*** Opening of DATA LISTING ***
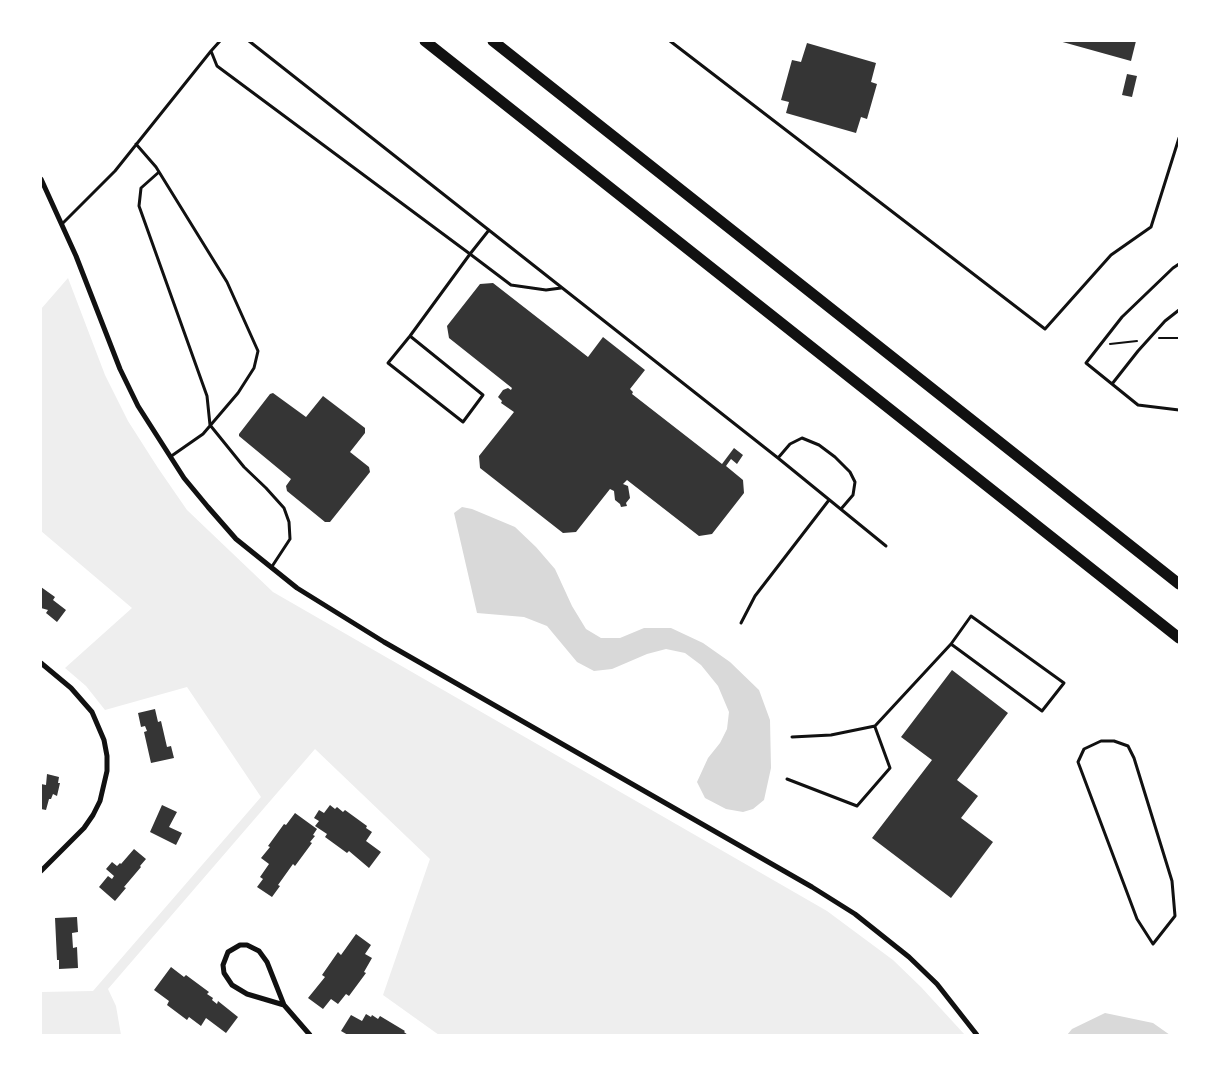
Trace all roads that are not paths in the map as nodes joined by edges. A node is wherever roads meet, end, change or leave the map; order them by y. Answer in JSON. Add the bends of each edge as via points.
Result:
{"nodes":[{"id":1,"x":220,"y":41,"type":"edge"},
{"id":2,"x":250,"y":41,"type":"edge"},
{"id":3,"x":425,"y":41,"type":"edge"},
{"id":4,"x":493,"y":41,"type":"edge"},
{"id":5,"x":670,"y":41,"type":"edge"},
{"id":6,"x":212,"y":51,"type":"junction"},
{"id":7,"x":1179,"y":138,"type":"edge"},
{"id":8,"x":136,"y":144,"type":"junction"},
{"id":9,"x":159,"y":172,"type":"junction"},
{"id":10,"x":41,"y":180,"type":"edge"},
{"id":11,"x":62,"y":224,"type":"junction"},
{"id":12,"x":489,"y":230,"type":"junction"},
{"id":13,"x":470,"y":254,"type":"junction"},
{"id":14,"x":1179,"y":264,"type":"edge"},
{"id":15,"x":562,"y":288,"type":"junction"},
{"id":16,"x":1179,"y":310,"type":"edge"},
{"id":17,"x":410,"y":336,"type":"junction"},
{"id":18,"x":1112,"y":384,"type":"junction"},
{"id":19,"x":1179,"y":410,"type":"edge"},
{"id":20,"x":210,"y":425,"type":"junction"},
{"id":21,"x":170,"y":457,"type":"junction"},
{"id":22,"x":778,"y":458,"type":"junction"},
{"id":23,"x":829,"y":500,"type":"junction"},
{"id":24,"x":841,"y":509,"type":"junction"},
{"id":25,"x":886,"y":546,"type":"dead end"},
{"id":26,"x":271,"y":568,"type":"junction"},
{"id":27,"x":1179,"y":584,"type":"edge"},
{"id":28,"x":741,"y":623,"type":"dead end"},
{"id":29,"x":1179,"y":638,"type":"edge"},
{"id":30,"x":951,"y":644,"type":"junction"},
{"id":31,"x":41,"y":663,"type":"edge"},
{"id":32,"x":875,"y":726,"type":"junction"},
{"id":33,"x":792,"y":737,"type":"dead end"},
{"id":34,"x":787,"y":779,"type":"dead end"},
{"id":35,"x":41,"y":871,"type":"edge"},
{"id":36,"x":1153,"y":944,"type":"joint"},
{"id":37,"x":284,"y":1005,"type":"junction"},
{"id":38,"x":310,"y":1035,"type":"edge"},
{"id":39,"x":977,"y":1035,"type":"edge"}],
"edges":[{"from":1,"to":6,"type":"lane"},
{"from":2,"to":12,"type":"lane"},
{"from":3,"to":29,"type":"highway"},
{"from":4,"to":27,"type":"highway"},
{"from":5,"to":7,"type":"lane","via":[[1045,329],[1110,255],[1151,227]]},
{"from":6,"to":8,"type":"lane"},
{"from":6,"to":13,"type":"lane","via":[[217,66]]},
{"from":8,"to":9,"type":"lane"},
{"from":8,"to":11,"type":"lane","via":[[115,171]]},
{"from":9,"to":20,"type":"lane","via":[[141,188],[139,206],[207,396]]},
{"from":9,"to":20,"type":"lane","via":[[227,282],[258,351],[254,368],[238,393]]},
{"from":10,"to":11,"type":"street"},
{"from":11,"to":21,"type":"street","via":[[120,369],[138,406]]},
{"from":12,"to":13,"type":"lane"},
{"from":12,"to":15,"type":"lane"},
{"from":13,"to":15,"type":"lane","via":[[511,284],[546,290]]},
{"from":13,"to":17,"type":"lane"},
{"from":14,"to":18,"type":"lane","via":[[1122,317],[1086,363]]},
{"from":15,"to":22,"type":"lane"},
{"from":16,"to":18,"type":"lane","via":[[1165,321]]},
{"from":17,"to":17,"type":"lane","via":[[483,395],[463,422],[388,363]]},
{"from":18,"to":19,"type":"lane","via":[[1138,405]]},
{"from":20,"to":21,"type":"lane","via":[[203,434]]},
{"from":20,"to":26,"type":"lane","via":[[244,467],[284,508],[290,539]]},
{"from":21,"to":26,"type":"street","via":[[236,539]]},
{"from":22,"to":23,"type":"lane"},
{"from":22,"to":24,"type":"lane","via":[[790,444],[802,438],[835,457],[855,482],[853,495]]},
{"from":23,"to":24,"type":"lane"},
{"from":23,"to":28,"type":"lane","via":[[754,596]]},
{"from":24,"to":25,"type":"lane"},
{"from":26,"to":39,"type":"street","via":[[297,588],[392,647],[855,914],[937,984]]},
{"from":30,"to":30,"type":"lane","via":[[1042,712],[1064,683],[971,616]]},
{"from":30,"to":32,"type":"lane"},
{"from":31,"to":35,"type":"street","via":[[71,688],[92,712],[104,740],[107,763],[105,786],[93,815]]},
{"from":32,"to":33,"type":"lane","via":[[831,736]]},
{"from":32,"to":34,"type":"lane","via":[[890,768],[857,806]]},
{"from":36,"to":36,"type":"lane","via":[[1175,916],[1172,881],[1128,746],[1101,741],[1084,749],[1078,762],[1136,919]]},
{"from":37,"to":37,"type":"street","via":[[267,962],[259,951],[240,945],[228,952],[223,965],[232,985],[247,994]]},
{"from":37,"to":38,"type":"street"}]}
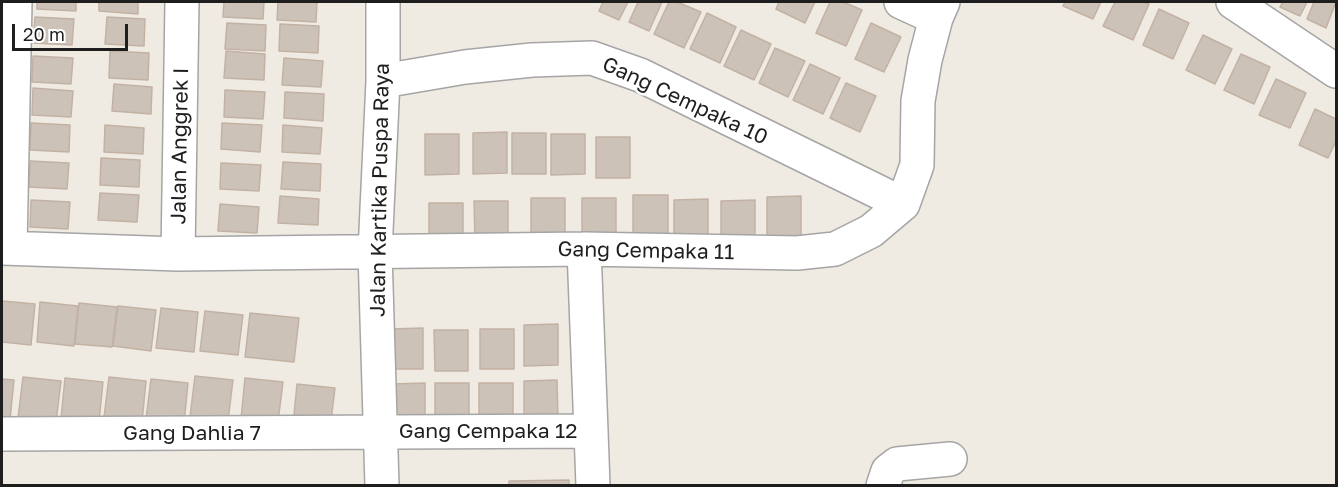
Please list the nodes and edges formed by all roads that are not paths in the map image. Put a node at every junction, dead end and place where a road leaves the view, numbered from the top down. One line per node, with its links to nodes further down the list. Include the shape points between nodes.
1 (15, 2): 10 (street)
2 (182, 2): 13 (street, Jalan Anggrek I)
3 (383, 2): 8 (street, Jalan Kartika Puspa Raya)
4 (901, 2): 6 (street)
5 (1233, 2): 7 (street)
6 (940, 10): 9 (street, via 918,101 917,165)
7 (1336, 70)
8 (383, 81): 9 (street, Gang Cempaka 10, via 465,67 592,58 640,75); 12 (street, Jalan Kartika Puspa Raya)
9 (903, 204): 11 (street, Gang Cempaka 11, via 871,231 835,249 796,253)
10 (5, 248): 13 (street, Gang Cempaka 11)
11 (584, 249): 12 (street, Gang Cempaka 11); 14 (street, Gang Cempaka 12)
12 (375, 252): 13 (street, Gang Cempaka 11); 15 (street, Jalan Kartika Puspa Raya)
13 (178, 254)
14 (591, 431): 15 (street, Gang Cempaka 12); 19 (street)
15 (382, 432): 16 (street, Gang Dahlia 7); 18 (street, Jalan Kartika Puspa Raya)
16 (2, 434)
17 (950, 459): 20 (street, via 897,464 888,471)
18 (382, 486)
19 (593, 486)
20 (883, 486)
*** Close of DATA LISTING ***
* **EXERCISE DESCRIPTION**
Filter this listing and copy only the lines holding the word "Gang".

* **RESULT BELOW**
8 (383, 81): 9 (street, Gang Cempaka 10, via 465,67 592,58 640,75); 12 (street, Jalan Kartika Puspa Raya)
9 (903, 204): 11 (street, Gang Cempaka 11, via 871,231 835,249 796,253)
10 (5, 248): 13 (street, Gang Cempaka 11)
11 (584, 249): 12 (street, Gang Cempaka 11); 14 (street, Gang Cempaka 12)
12 (375, 252): 13 (street, Gang Cempaka 11); 15 (street, Jalan Kartika Puspa Raya)
14 (591, 431): 15 (street, Gang Cempaka 12); 19 (street)
15 (382, 432): 16 (street, Gang Dahlia 7); 18 (street, Jalan Kartika Puspa Raya)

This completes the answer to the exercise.